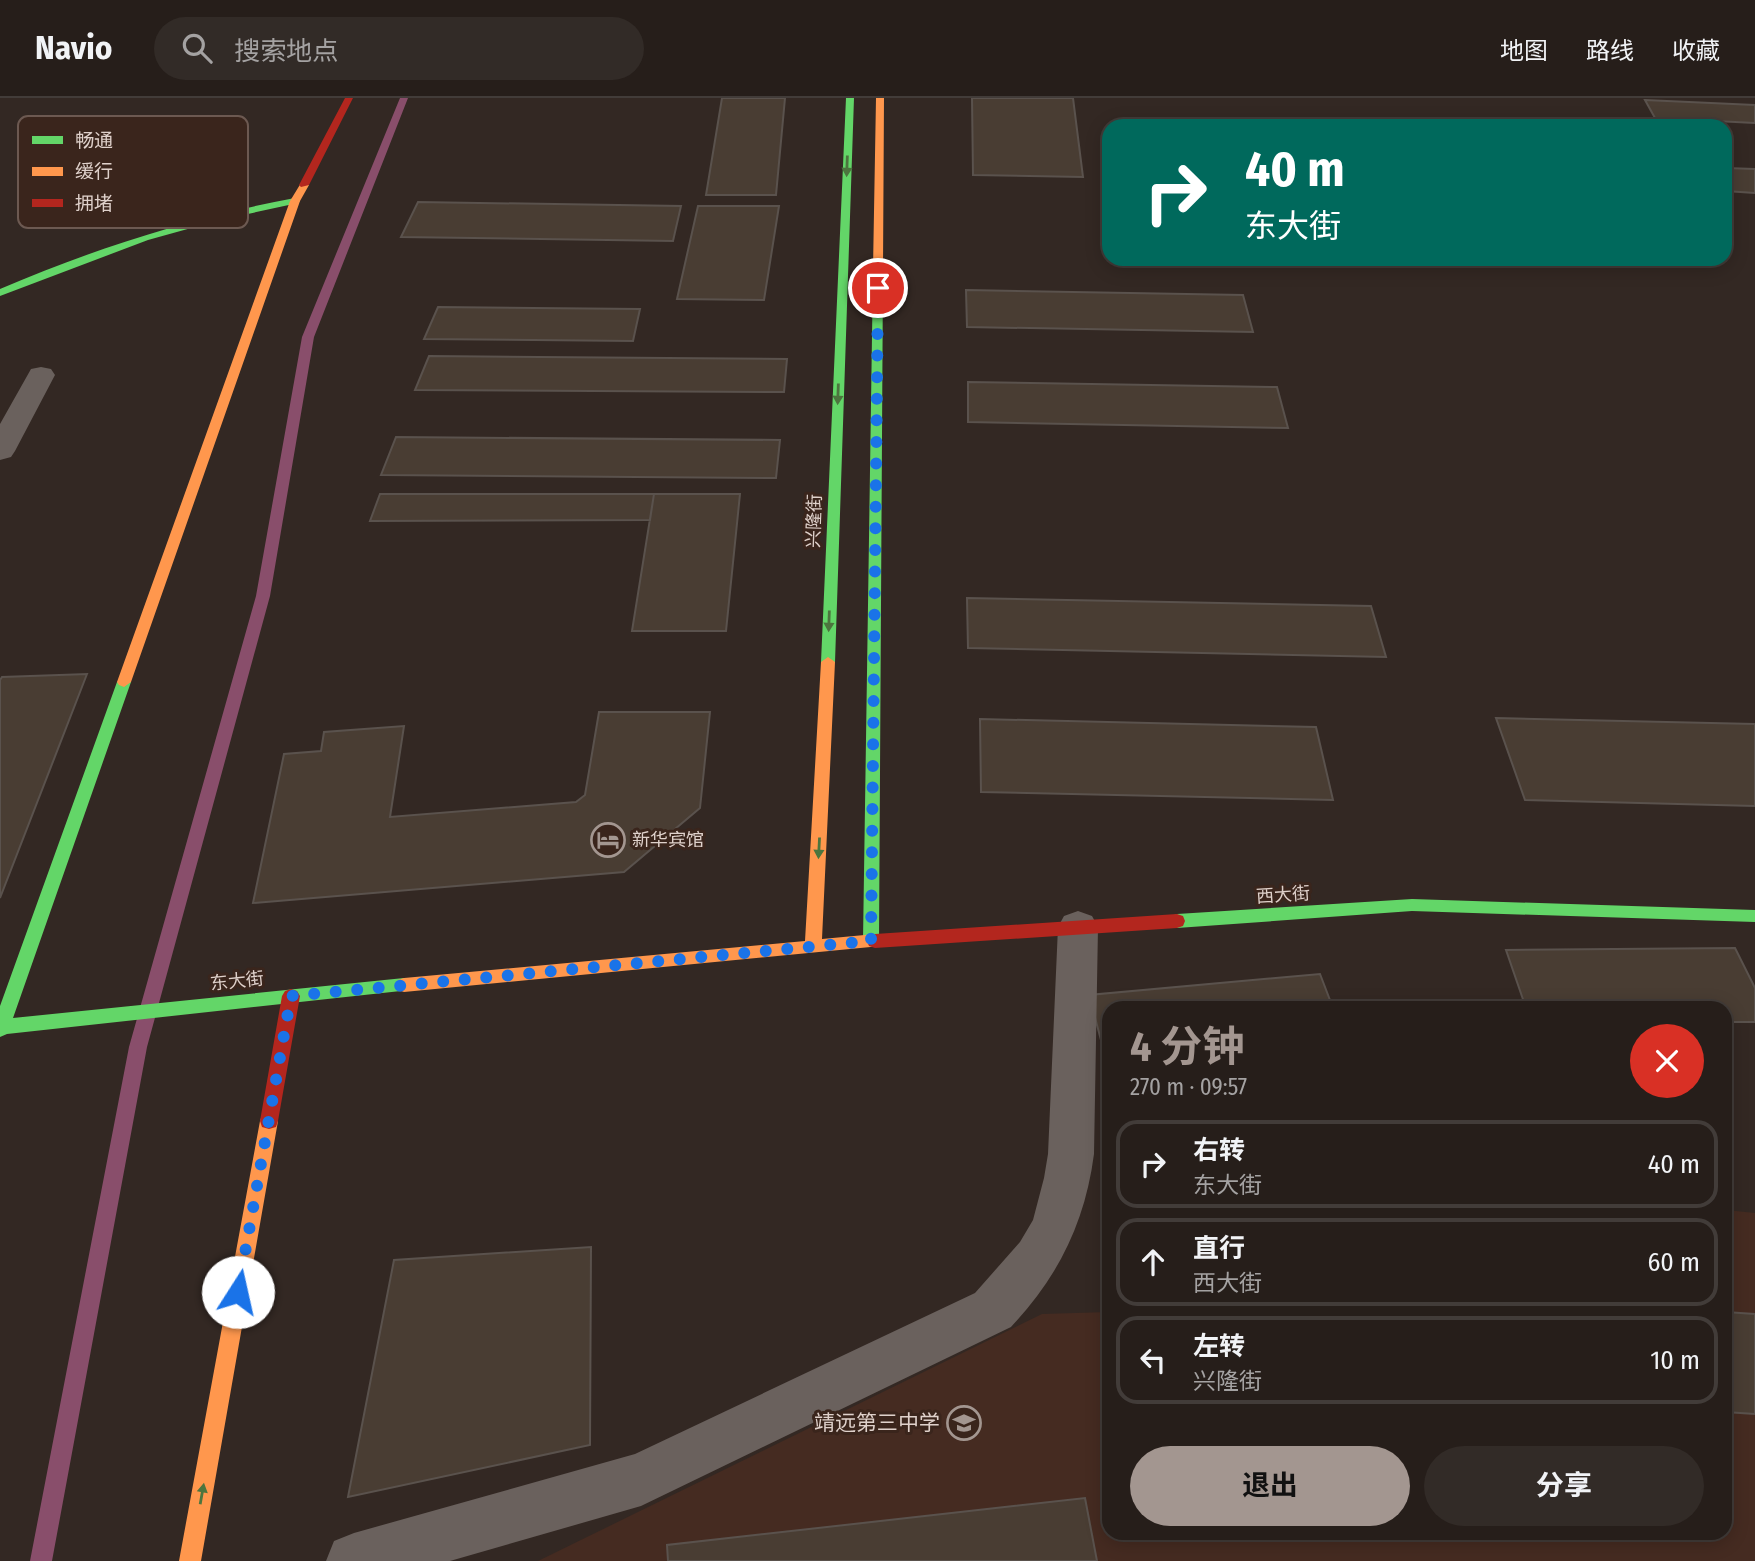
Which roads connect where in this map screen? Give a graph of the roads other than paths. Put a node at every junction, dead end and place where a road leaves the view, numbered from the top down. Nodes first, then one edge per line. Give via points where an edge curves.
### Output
1 (349, 98) edge
2 (850, 98) edge
3 (880, 98) edge
4 (295, 201) junction
5 (248, 210) edge
6 (169, 228) edge
7 (0, 293) edge
8 (41, 375) dead end
9 (0, 451) edge
10 (1755, 916) edge
11 (1078, 927) junction
12 (871, 941) junction
13 (813, 945) junction
14 (291, 996) junction
15 (0, 1028) edge
16 (190, 1561) edge
17 (354, 1561) edge

1 - 4 main road
2 -> 13 main road, 兴隆街
3 - 12 main road
4 - 5 main road
4 - 15 main road
6 - 7 main road via 58,266
8 - 9 street
10 - 11 main road, 西大街 via 1412,905
11 - 12 main road, 西大街
11 - 17 street via 1067,1188 1041,1255 993,1310 641,1479
12 - 13 main road, 西大街
13 - 14 main road, 东大街
14 - 15 main road, 东大街
16 -> 14 main road

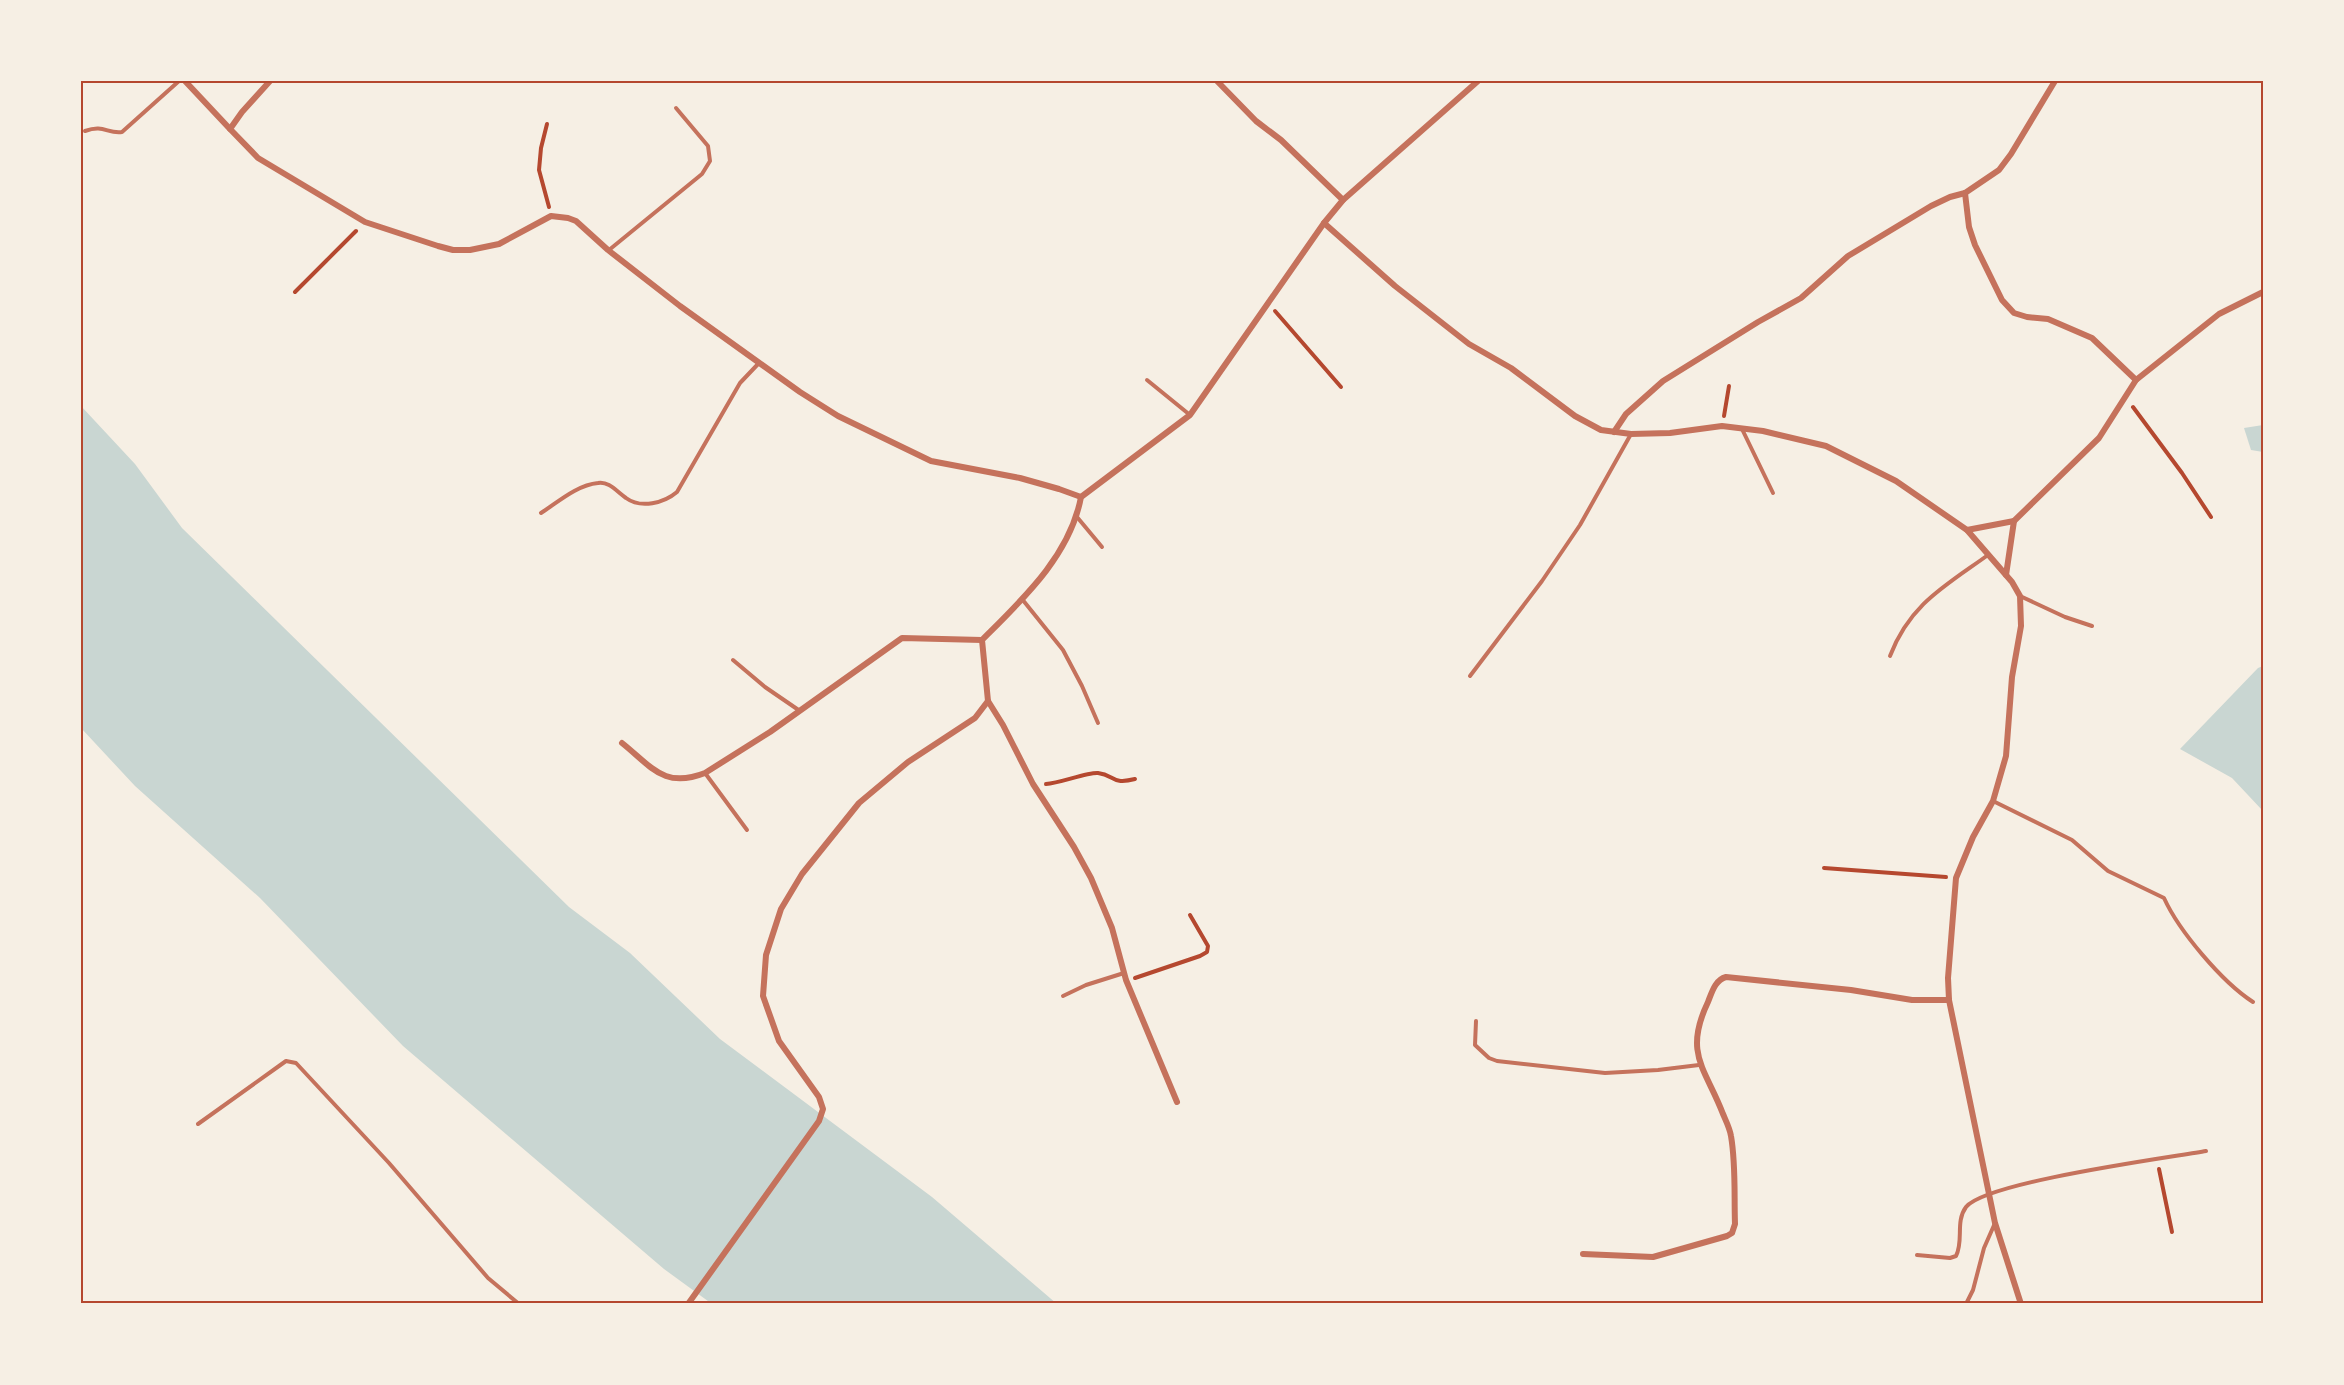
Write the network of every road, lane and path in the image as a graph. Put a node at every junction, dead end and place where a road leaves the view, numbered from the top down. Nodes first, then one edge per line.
1 (179, 81) edge
2 (185, 81) edge
3 (270, 81) edge
4 (1217, 81) edge
5 (1476, 81) edge
6 (2055, 81) edge
7 (676, 108) dead end
8 (547, 124) dead end
9 (230, 129) junction
10 (85, 131) dead end
11 (1965, 193) junction
12 (1343, 200) junction
13 (551, 216) junction
14 (365, 222) junction
15 (1324, 224) junction
16 (608, 250) junction
17 (295, 292) dead end
18 (2263, 292) edge
19 (1269, 304) junction
20 (759, 363) junction
21 (1147, 380) dead end
22 (2136, 380) junction
23 (1730, 386) dead end
24 (1341, 387) dead end
25 (2125, 397) junction
26 (1190, 415) junction
27 (1722, 426) junction
28 (1742, 428) junction
29 (1614, 432) junction
30 (1631, 434) junction
31 (1773, 493) dead end
32 (1081, 497) junction
33 (541, 513) dead end
34 (1077, 517) junction
35 (2211, 517) dead end
36 (2014, 521) junction
37 (1967, 530) junction
38 (1102, 547) dead end
39 (1988, 555) junction
40 (2006, 575) junction
41 (2020, 596) junction
42 (1021, 599) junction
43 (2092, 626) dead end
44 (982, 640) junction
45 (1890, 656) dead end
46 (733, 660) dead end
47 (1470, 676) dead end
48 (988, 701) junction
49 (800, 711) junction
50 (1098, 723) dead end
51 (622, 742) dead end
52 (705, 773) junction
53 (1135, 779) dead end
54 (1033, 784) junction
55 (1993, 801) junction
56 (747, 830) dead end
57 (1824, 868) dead end
58 (1956, 878) junction
59 (1190, 915) dead end
60 (1125, 977) junction
61 (1064, 996) dead end
62 (1949, 1000) junction
63 (2253, 1002) dead end
64 (1476, 1021) dead end
65 (1699, 1065) junction
66 (1177, 1102) dead end
67 (198, 1124) dead end
68 (2206, 1151) dead end
69 (2157, 1159) junction
70 (1990, 1193) junction
71 (1995, 1222) junction
72 (2172, 1232) dead end
73 (1583, 1254) dead end
74 (1917, 1255) dead end
75 (690, 1302) edge
76 (519, 1304) edge
77 (1966, 1304) edge
78 (2021, 1304) edge

1 - 10 lane
2 - 9 street
3 - 9 street
4 - 12 street
5 - 12 street
6 - 11 street
7 - 16 lane
8 - 13 path
9 - 14 street
11 - 22 street
11 - 29 street
12 - 15 street
13 - 14 street
13 - 16 street
14 - 17 path
15 - 19 street
15 - 29 street
16 - 20 street
18 - 22 street
19 - 24 path
19 - 26 street
20 - 32 street
20 - 33 lane
21 - 26 lane
22 - 25 street
23 - 27 path
25 - 35 path
25 - 36 street
26 - 32 street
27 - 28 street
27 - 30 street
28 - 31 lane
28 - 37 street
29 - 30 street
30 - 47 lane
32 - 34 street
34 - 38 lane
34 - 42 street
36 - 37 street
36 - 40 street
37 - 39 street
39 - 40 street
39 - 45 lane
40 - 41 street
41 - 43 lane
41 - 55 street
42 - 44 street
42 - 50 lane
44 - 48 street
44 - 49 street
46 - 49 lane
48 - 54 street
48 - 75 street
49 - 52 street
51 - 52 street
52 - 56 lane
53 - 54 path
54 - 60 street
55 - 58 street
55 - 63 lane
57 - 58 path
58 - 62 street
59 - 60 path
60 - 61 lane
60 - 66 street
62 - 65 street
62 - 70 street
64 - 65 lane
65 - 73 street
67 - 76 lane
68 - 69 lane
69 - 70 lane
69 - 72 path
70 - 71 street
70 - 74 lane
71 - 77 lane
71 - 78 street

> **What is being asked**
Scan the lines above for the word "node". Return each one that has it.

> **Result of the task**
Which roads connect where in this map screen? Give a graph of the roads other than paths. Put a node at every junction, dead end and place where a road leaves the view, numbered from the top down. Nodes first, then one edge per line. Give via points where an edge curves.
Write the network of every road, lane and path in the image as a graph. Put a node at every junction, dead end and place where a road leaves the view, numbered from the top down. Nodes first, then one edge per line.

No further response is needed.